A day after securing the endorsement of a senior Ratana figure, Labour leader David Shearer will take the unusual step of returning to the marae for a second day.
He was one of a number of political leaders - alongside Prime Minister John Key, Greens co-leader Metiria Turei and NZ First leader Winston Peters - who made the pilgrimage to Ratana Pa, near Whanganui, on Thursday, for an annual day of political speeches.
But when Mr Shearer returns on Friday, he'll attend a church service marking the official birthday of Ratana Church founder Tahupotiki Wiremu Ratana alongside church faithful - an event politicians usually choose to skip.
It's a show of the rejuvenation of the relationship between Labour and Ratana, which dates back to 1936, but has strained in recent years over issues like the Foreshore and Seabed legislation, which saw the movement swing its support toward the Maori Party.
On Thursday, during a powhiri to welcome Labour to Ratana Pa, senior Ratana Church spokesman Ruia Aperahama said he is hopeful of a Labour win at the 2014 election - the strongest signal of support Labour has received from Ratana in recent years.
"It would seem the writing is written on the wall, that Labour stands to be the next government," Mr Aperahama said.

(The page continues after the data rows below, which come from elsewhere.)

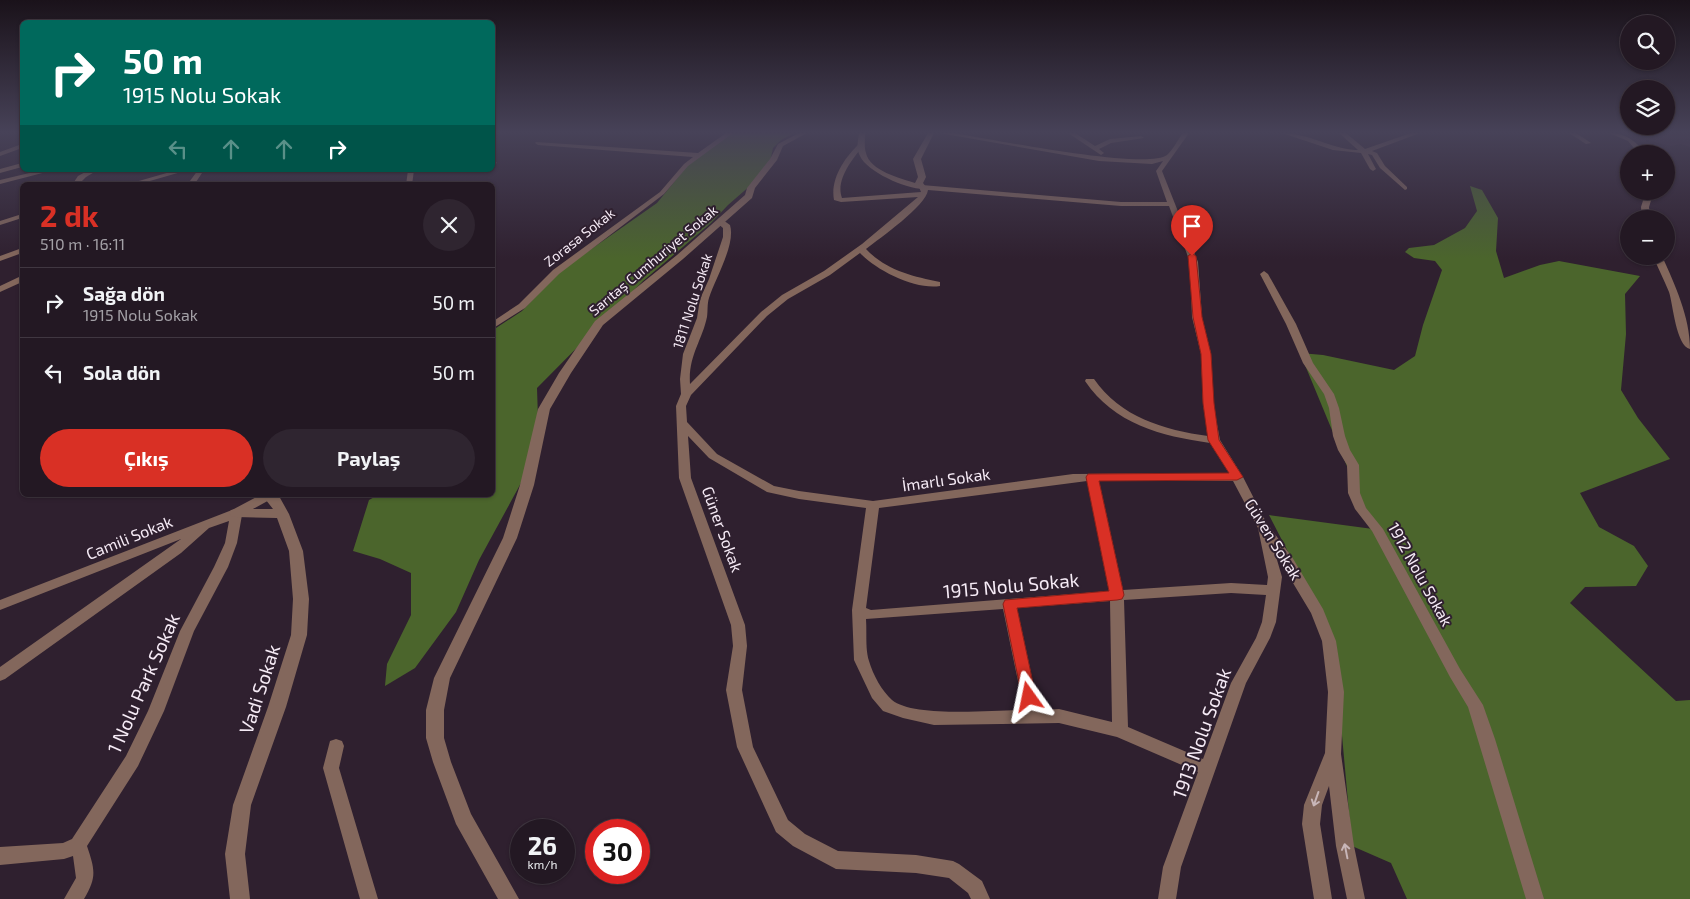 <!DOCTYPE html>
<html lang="tr">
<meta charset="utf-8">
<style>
:root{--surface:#231823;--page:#2f2530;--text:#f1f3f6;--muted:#a3a0a6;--line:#403741;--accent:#d93025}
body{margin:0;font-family:"Exo 2",sans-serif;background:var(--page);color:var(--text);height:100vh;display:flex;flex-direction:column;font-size:19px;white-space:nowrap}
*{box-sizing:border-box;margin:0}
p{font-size:16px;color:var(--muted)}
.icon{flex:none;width:28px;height:28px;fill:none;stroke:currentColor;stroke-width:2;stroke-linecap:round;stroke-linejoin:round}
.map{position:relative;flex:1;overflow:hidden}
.details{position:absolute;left:20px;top:182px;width:475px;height:315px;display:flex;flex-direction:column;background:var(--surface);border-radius:8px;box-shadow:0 1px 4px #0004,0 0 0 1px var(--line)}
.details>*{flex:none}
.top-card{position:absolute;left:20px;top:20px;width:475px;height:152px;border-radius:8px;box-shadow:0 1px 4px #0004,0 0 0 1px var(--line);background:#00695c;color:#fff;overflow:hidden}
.controls{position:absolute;left:1620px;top:15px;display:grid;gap:10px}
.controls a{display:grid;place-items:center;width:55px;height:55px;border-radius:50%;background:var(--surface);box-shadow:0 1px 4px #0004,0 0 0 1px var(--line);font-size:25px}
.speed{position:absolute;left:510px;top:819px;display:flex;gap:10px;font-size:25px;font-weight:700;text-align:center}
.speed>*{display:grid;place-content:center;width:65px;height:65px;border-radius:50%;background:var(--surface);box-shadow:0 1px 4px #0004,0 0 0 1px var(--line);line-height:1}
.speed small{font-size:12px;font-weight:400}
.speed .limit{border:8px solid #d22;background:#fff;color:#111}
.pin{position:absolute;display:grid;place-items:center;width:42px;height:42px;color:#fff;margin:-51px -21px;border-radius:50% 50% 50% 0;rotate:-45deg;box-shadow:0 0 5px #0007}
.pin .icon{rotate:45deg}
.me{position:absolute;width:55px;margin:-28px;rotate:348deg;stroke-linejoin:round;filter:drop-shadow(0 0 4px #0008)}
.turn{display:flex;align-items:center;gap:18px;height:105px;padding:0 20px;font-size:22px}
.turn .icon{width:65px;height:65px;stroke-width:2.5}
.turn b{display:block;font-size:35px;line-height:42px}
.lanes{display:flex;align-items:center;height:48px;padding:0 20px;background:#0003;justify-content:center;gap:25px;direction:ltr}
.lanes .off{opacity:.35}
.round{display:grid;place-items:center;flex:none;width:52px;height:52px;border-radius:26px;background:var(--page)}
.headline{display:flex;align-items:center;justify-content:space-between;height:85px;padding:0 20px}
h1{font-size:30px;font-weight:700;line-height:38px;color:var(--accent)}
.action{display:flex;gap:10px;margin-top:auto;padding:10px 20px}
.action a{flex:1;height:58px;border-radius:30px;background:var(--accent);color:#fff;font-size:20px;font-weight:700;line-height:58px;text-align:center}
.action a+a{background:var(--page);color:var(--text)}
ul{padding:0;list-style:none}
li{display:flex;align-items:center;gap:15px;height:70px;padding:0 20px;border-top:1px solid var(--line)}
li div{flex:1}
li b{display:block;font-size:19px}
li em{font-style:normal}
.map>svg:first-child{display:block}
</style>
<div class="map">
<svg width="1690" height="899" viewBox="0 0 1690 899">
<rect width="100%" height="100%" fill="#2f202f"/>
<path fill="#3b273b" d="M 1624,133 L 1688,133 L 1690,134 L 1690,147 L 1681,144 L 1671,146 Z"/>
<path fill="#4b652c" d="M 729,133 L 794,133 L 781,140 L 773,148 L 770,162 L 759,178 L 728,205 L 711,223 L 643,281 L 537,388 L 539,450 L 479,560 L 456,612 L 415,668 L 385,686 L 387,664 L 411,615 L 411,573 L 380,559 L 353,551 L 369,500 L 378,495 L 492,495 L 493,330 L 522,311 L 560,271 L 657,203 L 693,159 Z
M 1470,186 L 1482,190 L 1498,218 L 1496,251 L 1504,278 L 1540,265 L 1559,261 L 1640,276 L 1625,294 L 1626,334 L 1621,390 L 1638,418 L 1670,459 L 1580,493 L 1599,527 L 1634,546 L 1648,566 L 1636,586 L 1585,587 L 1570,603 L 1676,701 L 1690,700 L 1690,899 L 1407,899 L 1391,863 L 1352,846 L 1335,658 L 1300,575 L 1269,515 L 1373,529 L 1300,353 L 1323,355 L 1394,370 L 1415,356 L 1423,325 L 1442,270 L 1435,261 L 1414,258 L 1405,252 L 1409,248 L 1434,245 L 1465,228 L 1477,211 Z"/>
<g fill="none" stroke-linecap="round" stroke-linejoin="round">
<path fill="#83675c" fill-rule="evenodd" d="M 726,133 L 733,133 L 688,166 L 664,194 L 559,274 L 525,308 L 492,329 L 492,322 L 519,304 L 553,270 L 660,192 L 684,164 L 693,157 L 538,145 L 535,143 L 536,142 L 698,153 Z
M 939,133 L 953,133 C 986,138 1146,171 1167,155 C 1173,150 1178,139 1183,133 L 1189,133 L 1162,171 L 1198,262 L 1202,317 L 1211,354 L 1213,403 L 1220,440 L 1243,477 L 1266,522 L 1292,557 L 1323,609 L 1336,641 L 1344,692 L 1341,754 L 1354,846 L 1365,899 L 1347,899 L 1336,846 L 1329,786 L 1322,805 L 1320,824 L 1332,899 L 1314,899 L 1302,824 L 1304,805 L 1325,753 L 1328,692 L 1322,641 L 1311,613 L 1275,553 L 1282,577 L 1276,622 L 1270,638 L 1246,683 L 1181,867 L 1176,899 L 1158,899 L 1163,867 L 1198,772 L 1117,737 L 1059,723 L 934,725 L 903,718 L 883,711 L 872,698 L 854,660 L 852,610 L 866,508 L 799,499 L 767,492 L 709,458 L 688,436 L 691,478 L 745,625 L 747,646 L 742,690 L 753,747 L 788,820 L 805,834 L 838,851 L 916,855 L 953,861 L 959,864 L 982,881 L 990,899 L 971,899 L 968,893 L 949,878 L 916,873 L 836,869 L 793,846 L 776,832 L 737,747 L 726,690 L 733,646 L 731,625 L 679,478 L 676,406 L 681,394 L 680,379 L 683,354 L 697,318 L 700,299 L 709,279 L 723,237 L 723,228 L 716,222 L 723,220 L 730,225 C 736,244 715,279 709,298 C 707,304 708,311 707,317 C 702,341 688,356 690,384 L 761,312 L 782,295 L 824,271 L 862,244 L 918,197 L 841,202 L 834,200 C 830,179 845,157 859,144 L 864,145 C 853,158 835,180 842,198 L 921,192 L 919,187 L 922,185 L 1121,202 L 1167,202 L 1156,171 L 1163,161 L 1152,164 L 1099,161 ZM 928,190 L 1121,206 L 1169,206 L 1190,262 L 1192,317 L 1201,354 L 1203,403 L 1208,436 C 1164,430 1120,417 1094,379 L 1086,379 L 1085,381 C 1114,424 1161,436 1210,443 L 1229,473 L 1073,474 L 873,501 L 799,491 L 774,486 L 717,454 L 687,422 L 686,406 L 691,395 L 767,316 L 788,299 L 830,275 L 860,253 C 877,271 916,290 940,286 L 940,282 C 912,276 887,271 866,249 C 880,238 926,206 928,190 ZM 1087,481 L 1109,591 L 871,610 L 866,608 L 879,508 ZM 1099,481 L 1233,481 L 1258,528 L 1268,577 L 1267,585 L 1231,583 L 1123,590 ZM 1231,593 L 1266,595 L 1262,622 L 1256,638 L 1231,683 L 1203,759 L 1128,727 L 1124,600 ZM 1110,601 L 1112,722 L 1059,709 L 1039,710 L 1017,608 ZM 1003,609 L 1024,710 C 995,710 913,718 892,700 C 882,691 873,675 869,661 C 865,649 867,632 866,619 Z
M 1068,133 L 1075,133 L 1095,146 L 1110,139 L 1141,136 L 1144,138 L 1111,143 L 1099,149 L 1104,153 L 1101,155 Z
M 1282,133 C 1307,133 1330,148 1355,150 L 1358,150 L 1339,133 L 1346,133 L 1365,149 L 1411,133 L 1420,133 L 1372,151 L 1377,153 L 1385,166 L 1407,187 L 1407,189 L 1405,190 L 1380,168 L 1372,155 L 1368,154 L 1376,169 L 1373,171 L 1370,169 L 1361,153 L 1333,150 Z
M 1569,133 L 1576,133 L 1591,143 L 1586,144 Z
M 492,161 L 496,162 L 497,163 L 492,165 Z
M 22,163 L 22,167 L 0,173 L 0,169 Z
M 42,170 L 54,170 L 0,184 L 0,180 Z
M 89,170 L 98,170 L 86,177 L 78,185 L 72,185 L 78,176 Z
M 177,170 L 188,170 L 136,185 L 125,185 Z
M 198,170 L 204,170 L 194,185 L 187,185 Z
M 408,170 L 414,170 L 412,185 L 406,185 Z
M 22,214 L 22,218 L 0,225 L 0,221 Z
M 22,248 L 22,253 L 0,261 L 0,256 Z
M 1264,271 L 1268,274 L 1296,324 L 1313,363 L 1334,394 L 1339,408 L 1345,436 L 1350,450 L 1359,465 L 1360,493 L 1366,508 L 1383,529 L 1460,669 L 1483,705 L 1495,739 L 1544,899 L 1526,899 L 1468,707 L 1450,677 L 1372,531 L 1355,509 L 1348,493 L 1347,465 L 1338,450 L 1333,436 L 1329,408 L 1324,394 L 1303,363 L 1286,324 L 1260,274 Z
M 19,277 L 22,277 L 22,282 L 0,292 L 0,286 Z
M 260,495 L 275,495 L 273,498 L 242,515 L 237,543 L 228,567 L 194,631 L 164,711 L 138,766 L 87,846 C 95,870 97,877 84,899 L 64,899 L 76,878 L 73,856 L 64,859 L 0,865 L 0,847 L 63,843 L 72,839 L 126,756 L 148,711 L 180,631 L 214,567 L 225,543 L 229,521 L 209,528 L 181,553 L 5,679 L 0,681 L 0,667 L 181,539 L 0,610 L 0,600 L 232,510 Z
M 336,739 L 342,741 L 344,746 L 339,768 L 378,899 L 360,899 L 323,768 L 330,741 Z"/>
<path fill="#83675c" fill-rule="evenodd" d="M 799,133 L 807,133 L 783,146 L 777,160 L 755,188 L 752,198 L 683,259 L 603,325 L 571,373 L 550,409 L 534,485 L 517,538 L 450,678 L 444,710 L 444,738 L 451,762 L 471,814 L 519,899 L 498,899 L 456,824 L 433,762 L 426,738 L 426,710 L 434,678 L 503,538 L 520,485 L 538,409 L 559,373 L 595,321 L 677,255 L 745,195 L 747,188 L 770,159 L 778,144 Z
M 859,133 L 865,133 C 865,140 864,147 866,153 C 870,171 900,178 915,183 L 918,177 L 913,159 L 928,133 L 934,133 L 921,159 L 926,177 L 923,183 L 926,187 L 925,189 C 908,190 867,172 860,156 C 856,149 858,141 859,133 Z
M 1609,133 C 1626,133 1636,141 1646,154 L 1639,154 L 1628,141 Z
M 22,144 L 22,148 L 0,156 L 0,152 Z
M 1646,191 L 1654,191 L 1649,207 L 1650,219 L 1642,219 L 1641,207 Z
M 1653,256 L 1662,256 C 1675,285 1690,317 1690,349 C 1676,346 1673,304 1669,292 C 1664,280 1658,268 1653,256 Z
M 262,495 L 279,496 L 289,514 L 303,551 L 309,599 L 307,635 L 286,707 L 251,805 L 245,854 L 250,899 L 230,899 L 225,854 L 233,805 L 268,707 L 291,635 L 293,599 L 289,551 L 277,518 L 236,517 L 231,516 L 229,513 L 231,510 L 236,509 L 273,509 Z"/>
</g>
<defs><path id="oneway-shaft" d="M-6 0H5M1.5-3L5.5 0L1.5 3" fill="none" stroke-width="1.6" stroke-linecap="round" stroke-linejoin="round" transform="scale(1.25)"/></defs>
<g stroke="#c8b6b8">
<use href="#oneway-shaft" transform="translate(1316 799) rotate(109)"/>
<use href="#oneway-shaft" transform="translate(1346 851) rotate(-101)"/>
</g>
<linearGradient id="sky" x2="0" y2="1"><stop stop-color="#1a121a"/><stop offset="0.51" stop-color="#474258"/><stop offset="1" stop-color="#474258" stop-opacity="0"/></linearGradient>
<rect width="1690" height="259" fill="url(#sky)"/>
<path fill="#d93025" stroke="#8d1f18" d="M 1192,253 L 1196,256 L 1202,317 L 1211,354 L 1214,403 L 1219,440 L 1243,477 L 1237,480 L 1099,481 L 1124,595 L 1122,599 L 1117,600 L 1017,608 L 1036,697 L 1034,702 L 1029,703 L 1023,702 L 1003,604 L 1005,600 L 1109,591 L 1086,477 L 1088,474 L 1229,473 L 1208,440 L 1203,403 L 1201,354 L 1193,317 L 1188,256 Z"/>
<g text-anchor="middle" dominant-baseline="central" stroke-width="4" stroke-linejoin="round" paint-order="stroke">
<g font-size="14" fill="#f6ebf6" stroke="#2f202f">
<text transform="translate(579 237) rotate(-38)">Zorasa Sokak</text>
<text transform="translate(653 260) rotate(-40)">Sarıtaş Cumhuriyet Sokak</text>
<text transform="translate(692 301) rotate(-72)">1811 Nolu Sokak</text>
</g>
<g font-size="16" fill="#f6ebf6" stroke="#2f202f">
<text transform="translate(946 479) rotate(-8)">İmarlı Sokak</text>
<text transform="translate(723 529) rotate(70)">Güner Sokak</text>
<text transform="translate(129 537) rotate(-22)">Camili Sokak</text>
<text transform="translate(1274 539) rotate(58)">Güven Sokak</text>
<text transform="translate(1421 574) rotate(61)">1912 Nolu Sokak</text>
</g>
<g font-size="19" fill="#f6ebf6" stroke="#2f202f">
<text transform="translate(1011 585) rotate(-5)">1915 Nolu Sokak</text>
<text transform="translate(143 683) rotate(-66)">1 Nolu Park Sokak</text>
<text transform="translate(259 689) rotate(-72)">Vadi Sokak</text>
<text transform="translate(1201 733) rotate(-70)">1913 Nolu Sokak</text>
</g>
</g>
</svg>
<div class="controls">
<a><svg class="icon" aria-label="search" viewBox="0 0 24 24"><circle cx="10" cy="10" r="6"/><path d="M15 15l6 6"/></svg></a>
<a><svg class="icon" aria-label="layers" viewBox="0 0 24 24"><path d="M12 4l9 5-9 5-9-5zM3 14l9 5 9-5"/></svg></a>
<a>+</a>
<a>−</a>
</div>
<div class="speed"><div>26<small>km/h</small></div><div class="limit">30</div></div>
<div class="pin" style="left:1192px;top:256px;background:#d93025"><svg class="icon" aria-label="arrive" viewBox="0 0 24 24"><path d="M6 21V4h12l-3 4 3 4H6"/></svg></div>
<svg class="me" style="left:1029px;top:697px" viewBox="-20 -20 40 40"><path d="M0-17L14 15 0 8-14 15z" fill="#d93025" stroke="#fff" stroke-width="4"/></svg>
<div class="top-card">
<div class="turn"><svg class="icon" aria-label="right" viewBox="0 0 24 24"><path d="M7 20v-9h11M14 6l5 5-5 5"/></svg><div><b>50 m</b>1915 Nolu Sokak</div></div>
<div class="lanes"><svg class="icon off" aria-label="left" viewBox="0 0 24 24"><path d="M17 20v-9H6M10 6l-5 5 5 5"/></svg><svg class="icon off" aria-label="ahead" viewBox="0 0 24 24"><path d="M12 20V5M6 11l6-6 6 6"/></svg><svg class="icon off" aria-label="ahead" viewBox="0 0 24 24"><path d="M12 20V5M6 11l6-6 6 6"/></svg><svg class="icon" aria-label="right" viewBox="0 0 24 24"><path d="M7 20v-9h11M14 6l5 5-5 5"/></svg></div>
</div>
<section class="details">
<div class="headline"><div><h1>2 dk</h1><p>510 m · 16:11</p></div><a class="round"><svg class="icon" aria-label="close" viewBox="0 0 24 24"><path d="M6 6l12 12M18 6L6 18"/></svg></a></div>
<ul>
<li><svg class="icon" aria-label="right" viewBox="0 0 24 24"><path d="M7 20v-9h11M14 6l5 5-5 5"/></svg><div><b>Sağa dön</b><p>1915 Nolu Sokak</p></div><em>50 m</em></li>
<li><svg class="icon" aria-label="left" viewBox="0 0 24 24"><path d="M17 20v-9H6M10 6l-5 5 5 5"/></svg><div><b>Sola dön</b></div><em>50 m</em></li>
</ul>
<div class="action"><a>Çıkış</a><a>Paylaş</a></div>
</section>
</div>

"Mr Shearer, I hope that in 12 months' time that you and your government will be successful with a strong coalition that represents the various and varied viewpoints of Maoridom."
Prime Minister John Key gave a strong speech on the marae on Thursday, touting the benefits National governments have delivered for the Ratana people throughout history, including building state houses in the area, along with an insulation programme and Treaty settlements within the last four years.
"They can turn up here at Ratana and tell you they love you, but they didn't love you enough to fix up your 113 houses. They didn't love you enough to do that," he said.
Off the marae, he said he was unfazed by Ratana's renewed ties with Labour, which Mr Shearer has made a priority of his leadership.